:: Supplied material ::

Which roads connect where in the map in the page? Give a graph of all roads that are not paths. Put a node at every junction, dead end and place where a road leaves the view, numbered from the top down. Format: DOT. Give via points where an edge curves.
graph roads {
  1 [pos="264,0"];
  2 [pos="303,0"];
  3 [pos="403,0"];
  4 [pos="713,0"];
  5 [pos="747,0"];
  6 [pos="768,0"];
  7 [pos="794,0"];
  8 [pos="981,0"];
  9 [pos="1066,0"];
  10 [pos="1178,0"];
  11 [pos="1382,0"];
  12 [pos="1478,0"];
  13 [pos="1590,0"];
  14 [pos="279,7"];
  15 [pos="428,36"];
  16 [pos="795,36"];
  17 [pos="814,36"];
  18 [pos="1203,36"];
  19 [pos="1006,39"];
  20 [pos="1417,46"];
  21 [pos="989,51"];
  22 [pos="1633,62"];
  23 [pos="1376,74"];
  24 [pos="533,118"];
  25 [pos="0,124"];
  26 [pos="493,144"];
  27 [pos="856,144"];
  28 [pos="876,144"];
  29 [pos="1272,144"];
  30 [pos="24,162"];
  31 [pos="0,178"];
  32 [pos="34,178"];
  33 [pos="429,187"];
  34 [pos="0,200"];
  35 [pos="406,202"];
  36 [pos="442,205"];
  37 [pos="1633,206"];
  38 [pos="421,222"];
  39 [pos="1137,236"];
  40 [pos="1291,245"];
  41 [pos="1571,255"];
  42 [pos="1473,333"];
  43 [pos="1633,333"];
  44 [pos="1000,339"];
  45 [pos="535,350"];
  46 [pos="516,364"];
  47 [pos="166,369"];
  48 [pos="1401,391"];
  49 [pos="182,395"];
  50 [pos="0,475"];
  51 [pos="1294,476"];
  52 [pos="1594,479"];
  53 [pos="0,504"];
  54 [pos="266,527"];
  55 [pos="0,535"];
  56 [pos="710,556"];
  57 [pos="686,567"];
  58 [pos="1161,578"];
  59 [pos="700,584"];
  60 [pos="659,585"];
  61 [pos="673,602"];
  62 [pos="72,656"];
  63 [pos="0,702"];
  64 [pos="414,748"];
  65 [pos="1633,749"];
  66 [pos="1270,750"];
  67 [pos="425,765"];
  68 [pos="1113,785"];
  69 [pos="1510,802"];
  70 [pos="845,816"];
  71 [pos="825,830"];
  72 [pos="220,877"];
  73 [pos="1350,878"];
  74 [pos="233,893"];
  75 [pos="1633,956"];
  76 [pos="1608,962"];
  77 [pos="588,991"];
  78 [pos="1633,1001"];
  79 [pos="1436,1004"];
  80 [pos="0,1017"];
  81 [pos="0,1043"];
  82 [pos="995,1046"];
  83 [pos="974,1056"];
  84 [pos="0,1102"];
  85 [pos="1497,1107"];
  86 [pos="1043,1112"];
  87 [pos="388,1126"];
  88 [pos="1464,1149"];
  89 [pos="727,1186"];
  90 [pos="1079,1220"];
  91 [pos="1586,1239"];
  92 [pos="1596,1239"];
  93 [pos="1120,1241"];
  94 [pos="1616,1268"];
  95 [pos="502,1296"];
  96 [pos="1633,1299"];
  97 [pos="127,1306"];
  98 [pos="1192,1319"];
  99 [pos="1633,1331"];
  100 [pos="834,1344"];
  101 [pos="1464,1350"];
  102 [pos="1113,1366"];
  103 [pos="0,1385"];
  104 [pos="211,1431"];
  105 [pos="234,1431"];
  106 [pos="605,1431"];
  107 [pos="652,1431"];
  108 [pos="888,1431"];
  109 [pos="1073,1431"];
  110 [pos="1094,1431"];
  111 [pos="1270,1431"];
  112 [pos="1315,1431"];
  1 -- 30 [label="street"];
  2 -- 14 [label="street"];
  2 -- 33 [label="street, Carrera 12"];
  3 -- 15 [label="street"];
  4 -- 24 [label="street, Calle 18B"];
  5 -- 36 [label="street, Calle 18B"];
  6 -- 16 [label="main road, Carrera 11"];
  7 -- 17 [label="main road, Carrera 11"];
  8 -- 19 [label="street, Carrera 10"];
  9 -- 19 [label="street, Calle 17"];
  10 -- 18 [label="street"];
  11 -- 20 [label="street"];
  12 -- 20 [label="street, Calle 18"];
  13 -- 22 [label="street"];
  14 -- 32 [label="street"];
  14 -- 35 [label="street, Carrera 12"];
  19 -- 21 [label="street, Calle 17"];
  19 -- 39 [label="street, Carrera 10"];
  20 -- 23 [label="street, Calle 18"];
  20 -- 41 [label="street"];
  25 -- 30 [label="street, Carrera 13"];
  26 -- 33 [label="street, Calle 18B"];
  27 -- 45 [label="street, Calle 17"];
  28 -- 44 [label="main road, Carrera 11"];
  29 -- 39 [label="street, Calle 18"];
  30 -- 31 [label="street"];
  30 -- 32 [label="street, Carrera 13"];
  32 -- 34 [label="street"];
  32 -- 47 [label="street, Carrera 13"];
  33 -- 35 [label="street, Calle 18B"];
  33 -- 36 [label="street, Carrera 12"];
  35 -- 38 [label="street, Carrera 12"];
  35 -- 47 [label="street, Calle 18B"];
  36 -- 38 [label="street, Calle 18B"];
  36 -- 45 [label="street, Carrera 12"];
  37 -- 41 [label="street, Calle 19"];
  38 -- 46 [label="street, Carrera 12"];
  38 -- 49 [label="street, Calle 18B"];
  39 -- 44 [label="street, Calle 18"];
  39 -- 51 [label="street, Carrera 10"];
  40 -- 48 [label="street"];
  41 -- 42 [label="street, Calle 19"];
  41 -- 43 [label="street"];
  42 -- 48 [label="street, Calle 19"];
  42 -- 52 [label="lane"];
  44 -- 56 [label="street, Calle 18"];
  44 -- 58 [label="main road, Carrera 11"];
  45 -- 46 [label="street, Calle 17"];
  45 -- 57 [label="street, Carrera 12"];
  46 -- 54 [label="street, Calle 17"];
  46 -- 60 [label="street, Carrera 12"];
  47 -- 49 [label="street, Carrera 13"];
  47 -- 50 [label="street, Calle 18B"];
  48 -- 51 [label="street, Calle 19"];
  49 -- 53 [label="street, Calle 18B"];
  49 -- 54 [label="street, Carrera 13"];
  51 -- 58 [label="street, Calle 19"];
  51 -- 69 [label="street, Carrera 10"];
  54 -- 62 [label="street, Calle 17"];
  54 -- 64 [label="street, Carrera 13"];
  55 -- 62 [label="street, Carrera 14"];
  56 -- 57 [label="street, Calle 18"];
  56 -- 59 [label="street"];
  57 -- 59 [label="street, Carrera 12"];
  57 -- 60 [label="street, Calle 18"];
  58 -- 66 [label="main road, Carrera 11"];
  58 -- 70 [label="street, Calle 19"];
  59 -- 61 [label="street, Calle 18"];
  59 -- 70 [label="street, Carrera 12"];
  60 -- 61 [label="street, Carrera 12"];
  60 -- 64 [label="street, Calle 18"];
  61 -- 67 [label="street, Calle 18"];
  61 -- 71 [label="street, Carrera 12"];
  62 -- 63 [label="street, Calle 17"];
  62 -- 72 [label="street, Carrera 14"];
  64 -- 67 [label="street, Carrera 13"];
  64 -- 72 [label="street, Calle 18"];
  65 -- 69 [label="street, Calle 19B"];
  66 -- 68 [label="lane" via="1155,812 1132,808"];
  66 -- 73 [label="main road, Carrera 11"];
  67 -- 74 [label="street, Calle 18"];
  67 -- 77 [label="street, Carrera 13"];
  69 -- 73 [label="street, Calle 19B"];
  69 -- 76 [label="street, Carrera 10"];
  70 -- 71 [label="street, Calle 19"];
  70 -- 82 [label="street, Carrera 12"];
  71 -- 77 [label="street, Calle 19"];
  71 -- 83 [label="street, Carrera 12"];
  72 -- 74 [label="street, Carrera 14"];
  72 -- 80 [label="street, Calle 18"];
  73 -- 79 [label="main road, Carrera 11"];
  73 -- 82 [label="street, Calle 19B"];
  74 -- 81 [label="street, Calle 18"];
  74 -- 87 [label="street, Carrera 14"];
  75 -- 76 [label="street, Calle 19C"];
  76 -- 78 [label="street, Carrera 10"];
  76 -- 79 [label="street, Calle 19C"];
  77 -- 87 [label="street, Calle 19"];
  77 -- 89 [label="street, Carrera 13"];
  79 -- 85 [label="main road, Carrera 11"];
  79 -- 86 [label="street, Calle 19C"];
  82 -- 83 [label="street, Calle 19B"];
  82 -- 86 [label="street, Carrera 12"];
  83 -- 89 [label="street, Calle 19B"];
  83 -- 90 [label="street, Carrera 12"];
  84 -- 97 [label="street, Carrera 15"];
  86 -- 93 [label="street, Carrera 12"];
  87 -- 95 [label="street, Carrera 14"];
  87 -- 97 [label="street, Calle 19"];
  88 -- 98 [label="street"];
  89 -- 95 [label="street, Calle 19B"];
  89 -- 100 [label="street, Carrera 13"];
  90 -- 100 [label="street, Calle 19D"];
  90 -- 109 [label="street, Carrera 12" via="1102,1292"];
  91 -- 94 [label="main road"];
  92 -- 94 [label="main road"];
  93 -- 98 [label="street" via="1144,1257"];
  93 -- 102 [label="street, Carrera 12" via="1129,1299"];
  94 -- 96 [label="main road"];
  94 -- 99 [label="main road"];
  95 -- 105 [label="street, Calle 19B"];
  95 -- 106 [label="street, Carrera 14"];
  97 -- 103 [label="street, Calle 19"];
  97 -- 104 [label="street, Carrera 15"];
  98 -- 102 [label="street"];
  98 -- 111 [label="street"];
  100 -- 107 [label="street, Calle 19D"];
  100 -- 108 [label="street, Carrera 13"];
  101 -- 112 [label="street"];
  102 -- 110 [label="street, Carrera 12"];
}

:::

**Directions**
Every line of the entries above that contains the word "roads" must be tallied, and the number alone reported.

**Solution for this exercise**
2